20090827 Thursday August 27, 2009

Monopoly and prices

Monopolies restrict supply and offer their goods at prices above equilibrium price, the opportunity cost of the resources used to make the goods. I am writing a short paper about this since it is a piece of thinking I revisited while developing my thoughts on free software, but is not central to those thoughts. There remain those who still think that monopolistic domination of markets is a legitimate business goal and that public policy and regulation should not inhibit this "free" market tendency. A review of the theory of the firm shows that monopolies restrict supply, raise prices and make super-profits.

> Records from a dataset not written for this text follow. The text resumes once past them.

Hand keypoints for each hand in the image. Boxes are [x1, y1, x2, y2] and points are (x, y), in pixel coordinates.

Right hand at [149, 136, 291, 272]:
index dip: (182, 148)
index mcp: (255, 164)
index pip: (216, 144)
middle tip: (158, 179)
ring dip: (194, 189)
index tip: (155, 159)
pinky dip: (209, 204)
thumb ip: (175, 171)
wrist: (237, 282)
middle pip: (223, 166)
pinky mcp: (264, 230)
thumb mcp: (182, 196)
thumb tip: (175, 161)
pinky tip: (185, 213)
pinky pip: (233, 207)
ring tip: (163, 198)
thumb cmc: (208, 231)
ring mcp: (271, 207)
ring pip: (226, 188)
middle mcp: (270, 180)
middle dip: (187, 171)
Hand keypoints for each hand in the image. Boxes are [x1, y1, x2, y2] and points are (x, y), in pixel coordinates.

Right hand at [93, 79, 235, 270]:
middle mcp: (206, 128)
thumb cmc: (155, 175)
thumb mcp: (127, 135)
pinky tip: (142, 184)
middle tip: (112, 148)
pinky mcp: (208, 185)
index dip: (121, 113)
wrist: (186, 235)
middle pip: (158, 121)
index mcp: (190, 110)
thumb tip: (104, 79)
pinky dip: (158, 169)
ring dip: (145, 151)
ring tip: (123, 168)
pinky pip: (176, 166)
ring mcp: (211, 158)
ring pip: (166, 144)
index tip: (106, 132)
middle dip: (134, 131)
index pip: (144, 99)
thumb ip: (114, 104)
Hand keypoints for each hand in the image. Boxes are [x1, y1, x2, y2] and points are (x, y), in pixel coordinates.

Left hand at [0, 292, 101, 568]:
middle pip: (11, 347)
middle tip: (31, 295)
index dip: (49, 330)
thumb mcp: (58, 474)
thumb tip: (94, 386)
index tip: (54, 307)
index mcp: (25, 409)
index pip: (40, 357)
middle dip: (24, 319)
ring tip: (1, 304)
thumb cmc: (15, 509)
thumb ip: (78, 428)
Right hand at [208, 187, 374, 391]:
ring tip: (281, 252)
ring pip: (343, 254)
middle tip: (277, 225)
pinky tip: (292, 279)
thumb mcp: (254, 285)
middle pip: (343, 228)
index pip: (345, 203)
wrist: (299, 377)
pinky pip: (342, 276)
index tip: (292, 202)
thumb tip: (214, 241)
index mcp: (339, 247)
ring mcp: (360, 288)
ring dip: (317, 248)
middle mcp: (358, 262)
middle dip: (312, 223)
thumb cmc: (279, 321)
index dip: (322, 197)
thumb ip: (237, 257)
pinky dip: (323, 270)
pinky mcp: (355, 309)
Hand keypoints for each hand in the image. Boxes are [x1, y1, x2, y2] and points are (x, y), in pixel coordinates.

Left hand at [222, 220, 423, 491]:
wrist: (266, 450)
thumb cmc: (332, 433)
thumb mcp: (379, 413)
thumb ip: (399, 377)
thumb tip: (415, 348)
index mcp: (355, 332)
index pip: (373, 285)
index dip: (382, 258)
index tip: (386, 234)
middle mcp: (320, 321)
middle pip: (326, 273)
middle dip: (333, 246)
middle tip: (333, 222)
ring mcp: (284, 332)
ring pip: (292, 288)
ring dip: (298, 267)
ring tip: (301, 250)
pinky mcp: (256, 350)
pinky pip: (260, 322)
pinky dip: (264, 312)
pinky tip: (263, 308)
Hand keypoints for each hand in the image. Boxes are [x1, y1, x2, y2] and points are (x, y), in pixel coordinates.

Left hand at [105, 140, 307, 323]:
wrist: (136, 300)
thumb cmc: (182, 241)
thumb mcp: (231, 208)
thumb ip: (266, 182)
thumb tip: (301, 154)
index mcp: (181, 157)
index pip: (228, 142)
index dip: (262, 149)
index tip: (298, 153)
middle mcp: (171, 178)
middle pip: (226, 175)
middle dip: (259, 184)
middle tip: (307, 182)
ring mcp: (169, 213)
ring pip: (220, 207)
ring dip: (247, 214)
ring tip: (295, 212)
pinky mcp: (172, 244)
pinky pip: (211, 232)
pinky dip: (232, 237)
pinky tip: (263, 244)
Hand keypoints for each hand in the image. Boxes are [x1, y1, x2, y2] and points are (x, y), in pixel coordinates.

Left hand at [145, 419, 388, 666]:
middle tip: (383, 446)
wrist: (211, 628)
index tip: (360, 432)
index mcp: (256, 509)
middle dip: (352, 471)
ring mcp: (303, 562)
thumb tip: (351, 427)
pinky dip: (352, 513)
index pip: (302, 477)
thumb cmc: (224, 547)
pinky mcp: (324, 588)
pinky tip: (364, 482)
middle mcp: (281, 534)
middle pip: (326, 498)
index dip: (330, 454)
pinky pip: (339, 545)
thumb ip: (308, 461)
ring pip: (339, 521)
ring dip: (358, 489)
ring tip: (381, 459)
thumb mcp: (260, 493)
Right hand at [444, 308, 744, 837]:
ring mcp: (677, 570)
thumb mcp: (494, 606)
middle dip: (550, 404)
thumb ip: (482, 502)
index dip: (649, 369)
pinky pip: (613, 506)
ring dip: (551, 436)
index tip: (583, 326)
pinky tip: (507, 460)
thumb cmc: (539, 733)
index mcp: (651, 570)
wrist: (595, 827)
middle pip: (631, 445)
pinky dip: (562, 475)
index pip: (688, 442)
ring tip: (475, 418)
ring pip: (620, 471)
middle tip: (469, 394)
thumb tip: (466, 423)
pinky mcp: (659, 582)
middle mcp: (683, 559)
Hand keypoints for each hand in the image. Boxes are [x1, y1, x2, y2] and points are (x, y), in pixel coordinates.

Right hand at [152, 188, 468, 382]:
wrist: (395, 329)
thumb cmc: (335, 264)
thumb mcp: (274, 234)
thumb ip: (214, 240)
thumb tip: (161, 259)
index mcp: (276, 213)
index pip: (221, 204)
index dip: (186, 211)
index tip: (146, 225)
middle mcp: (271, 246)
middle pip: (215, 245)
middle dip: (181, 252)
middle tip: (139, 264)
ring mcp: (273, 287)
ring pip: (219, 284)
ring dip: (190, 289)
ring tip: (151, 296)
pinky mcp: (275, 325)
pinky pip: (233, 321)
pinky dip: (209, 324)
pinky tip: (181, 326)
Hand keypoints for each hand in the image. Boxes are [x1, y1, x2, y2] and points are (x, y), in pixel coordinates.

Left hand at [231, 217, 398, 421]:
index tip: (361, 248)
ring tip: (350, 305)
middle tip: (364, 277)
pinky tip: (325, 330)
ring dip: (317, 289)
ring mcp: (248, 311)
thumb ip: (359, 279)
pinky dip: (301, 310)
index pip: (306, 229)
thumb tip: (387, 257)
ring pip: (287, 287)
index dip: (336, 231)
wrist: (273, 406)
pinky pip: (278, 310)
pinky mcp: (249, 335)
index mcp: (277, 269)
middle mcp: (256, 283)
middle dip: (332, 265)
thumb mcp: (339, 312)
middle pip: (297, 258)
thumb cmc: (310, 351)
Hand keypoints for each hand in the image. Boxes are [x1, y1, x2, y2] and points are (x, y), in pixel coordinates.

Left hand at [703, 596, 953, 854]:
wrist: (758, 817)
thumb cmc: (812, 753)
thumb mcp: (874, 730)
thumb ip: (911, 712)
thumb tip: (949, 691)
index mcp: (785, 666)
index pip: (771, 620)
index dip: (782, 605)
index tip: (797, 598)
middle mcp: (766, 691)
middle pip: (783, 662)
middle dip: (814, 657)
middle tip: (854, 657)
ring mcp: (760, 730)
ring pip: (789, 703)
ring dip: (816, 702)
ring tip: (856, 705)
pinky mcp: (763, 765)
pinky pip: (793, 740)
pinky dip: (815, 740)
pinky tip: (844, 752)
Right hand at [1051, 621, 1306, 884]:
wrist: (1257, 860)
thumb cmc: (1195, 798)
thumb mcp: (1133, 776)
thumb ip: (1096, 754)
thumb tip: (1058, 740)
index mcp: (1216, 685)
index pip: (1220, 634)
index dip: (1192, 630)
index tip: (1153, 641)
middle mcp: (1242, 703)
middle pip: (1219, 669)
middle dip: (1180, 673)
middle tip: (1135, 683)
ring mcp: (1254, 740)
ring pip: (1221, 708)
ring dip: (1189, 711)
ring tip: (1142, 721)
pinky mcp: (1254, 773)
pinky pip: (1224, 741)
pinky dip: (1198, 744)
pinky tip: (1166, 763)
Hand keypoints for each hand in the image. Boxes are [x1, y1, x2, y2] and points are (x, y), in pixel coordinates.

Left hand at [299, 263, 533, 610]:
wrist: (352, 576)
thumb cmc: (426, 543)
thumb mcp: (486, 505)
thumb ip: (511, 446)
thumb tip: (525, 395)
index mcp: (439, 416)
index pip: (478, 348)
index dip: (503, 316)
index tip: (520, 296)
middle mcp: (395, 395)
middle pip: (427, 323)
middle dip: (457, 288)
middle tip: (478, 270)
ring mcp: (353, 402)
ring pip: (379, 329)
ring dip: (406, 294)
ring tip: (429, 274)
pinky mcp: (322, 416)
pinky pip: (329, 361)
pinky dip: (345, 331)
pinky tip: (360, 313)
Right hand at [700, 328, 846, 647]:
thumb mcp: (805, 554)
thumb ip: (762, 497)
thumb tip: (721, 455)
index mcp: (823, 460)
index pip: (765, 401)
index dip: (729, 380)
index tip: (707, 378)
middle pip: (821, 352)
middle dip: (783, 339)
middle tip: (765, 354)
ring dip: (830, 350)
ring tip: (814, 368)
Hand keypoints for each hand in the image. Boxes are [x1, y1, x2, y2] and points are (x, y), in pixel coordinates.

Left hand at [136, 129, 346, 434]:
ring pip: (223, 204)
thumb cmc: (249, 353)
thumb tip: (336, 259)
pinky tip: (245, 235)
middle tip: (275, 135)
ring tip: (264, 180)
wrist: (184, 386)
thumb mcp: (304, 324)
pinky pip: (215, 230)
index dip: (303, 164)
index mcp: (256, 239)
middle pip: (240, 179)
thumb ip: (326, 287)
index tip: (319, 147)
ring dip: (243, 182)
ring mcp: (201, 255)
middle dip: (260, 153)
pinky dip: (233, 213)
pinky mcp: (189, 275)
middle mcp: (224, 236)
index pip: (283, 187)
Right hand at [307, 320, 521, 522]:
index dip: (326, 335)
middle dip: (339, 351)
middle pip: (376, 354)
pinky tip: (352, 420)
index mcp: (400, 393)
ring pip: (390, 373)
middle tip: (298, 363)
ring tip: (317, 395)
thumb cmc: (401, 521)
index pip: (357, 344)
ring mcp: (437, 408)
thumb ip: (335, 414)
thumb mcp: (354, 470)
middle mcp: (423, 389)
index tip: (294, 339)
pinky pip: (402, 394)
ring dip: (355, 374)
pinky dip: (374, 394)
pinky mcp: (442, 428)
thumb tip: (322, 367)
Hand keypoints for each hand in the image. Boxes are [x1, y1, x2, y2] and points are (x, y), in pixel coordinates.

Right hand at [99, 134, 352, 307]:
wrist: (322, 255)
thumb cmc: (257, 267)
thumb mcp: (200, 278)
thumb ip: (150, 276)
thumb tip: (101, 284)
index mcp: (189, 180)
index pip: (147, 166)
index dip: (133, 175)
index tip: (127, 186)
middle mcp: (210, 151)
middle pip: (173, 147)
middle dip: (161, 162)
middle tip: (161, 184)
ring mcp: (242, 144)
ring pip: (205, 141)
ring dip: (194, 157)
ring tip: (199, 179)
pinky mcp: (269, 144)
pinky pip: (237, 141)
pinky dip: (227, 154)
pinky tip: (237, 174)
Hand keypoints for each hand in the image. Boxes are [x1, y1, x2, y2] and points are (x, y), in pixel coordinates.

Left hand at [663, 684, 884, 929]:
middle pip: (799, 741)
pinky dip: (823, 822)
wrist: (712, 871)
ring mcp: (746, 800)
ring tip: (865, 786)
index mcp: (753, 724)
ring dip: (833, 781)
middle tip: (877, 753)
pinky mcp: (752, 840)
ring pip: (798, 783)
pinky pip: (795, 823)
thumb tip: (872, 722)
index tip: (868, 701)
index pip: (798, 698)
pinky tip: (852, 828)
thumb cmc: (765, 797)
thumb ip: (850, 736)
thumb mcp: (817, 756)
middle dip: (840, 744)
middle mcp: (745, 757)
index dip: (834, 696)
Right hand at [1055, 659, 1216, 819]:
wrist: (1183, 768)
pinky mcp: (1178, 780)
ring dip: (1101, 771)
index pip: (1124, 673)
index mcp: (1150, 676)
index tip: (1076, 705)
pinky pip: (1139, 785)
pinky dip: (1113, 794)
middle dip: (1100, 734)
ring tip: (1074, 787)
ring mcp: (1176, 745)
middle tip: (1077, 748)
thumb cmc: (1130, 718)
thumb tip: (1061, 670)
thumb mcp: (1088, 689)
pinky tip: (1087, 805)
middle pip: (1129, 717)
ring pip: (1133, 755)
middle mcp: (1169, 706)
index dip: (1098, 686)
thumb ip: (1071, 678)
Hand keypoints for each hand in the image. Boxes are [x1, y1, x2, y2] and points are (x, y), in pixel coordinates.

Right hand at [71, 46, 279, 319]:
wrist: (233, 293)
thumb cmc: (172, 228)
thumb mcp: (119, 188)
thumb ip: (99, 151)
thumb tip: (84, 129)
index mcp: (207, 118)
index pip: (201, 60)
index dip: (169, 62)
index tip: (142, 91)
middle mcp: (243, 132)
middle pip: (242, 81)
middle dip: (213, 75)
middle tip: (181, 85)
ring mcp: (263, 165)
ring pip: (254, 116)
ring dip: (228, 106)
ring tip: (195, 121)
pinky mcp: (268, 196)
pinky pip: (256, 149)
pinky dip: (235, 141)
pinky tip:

Firms seek to maximise profit. As prices fall, demand increases. As output increases, average costs fall and then may rise due to economies of scale and then diminishing returns. In a "perfect" market, all firms are price takers. Business failure means that expensive suppliers leave the market, and super-profits caused by the difference in a given price and superior cost structures of the survivors encourage new entrants to bid down the price. In a perfect market, there are no super-profits and prices are equal to average costs. In a monopolistic or imperfect market, defined as where a firm's output decisions affect price, a firm's maximum profit occurs where its marginal cost is equal to its marginal revenue. No matter if dis-economies of scale are trivial or important, this will always be a lower output and a higher price than the opportunity cost price/output position.

I am writing a longer essay about this, which I hope to post on this blog, but I shall mirror it on my personal site downloads page. I doubt that there's anything original in the essay, but having it one place is useful to me and it'll help me write my essay/presentation that I promised Dominc Kay on "Why free is the right price for software?".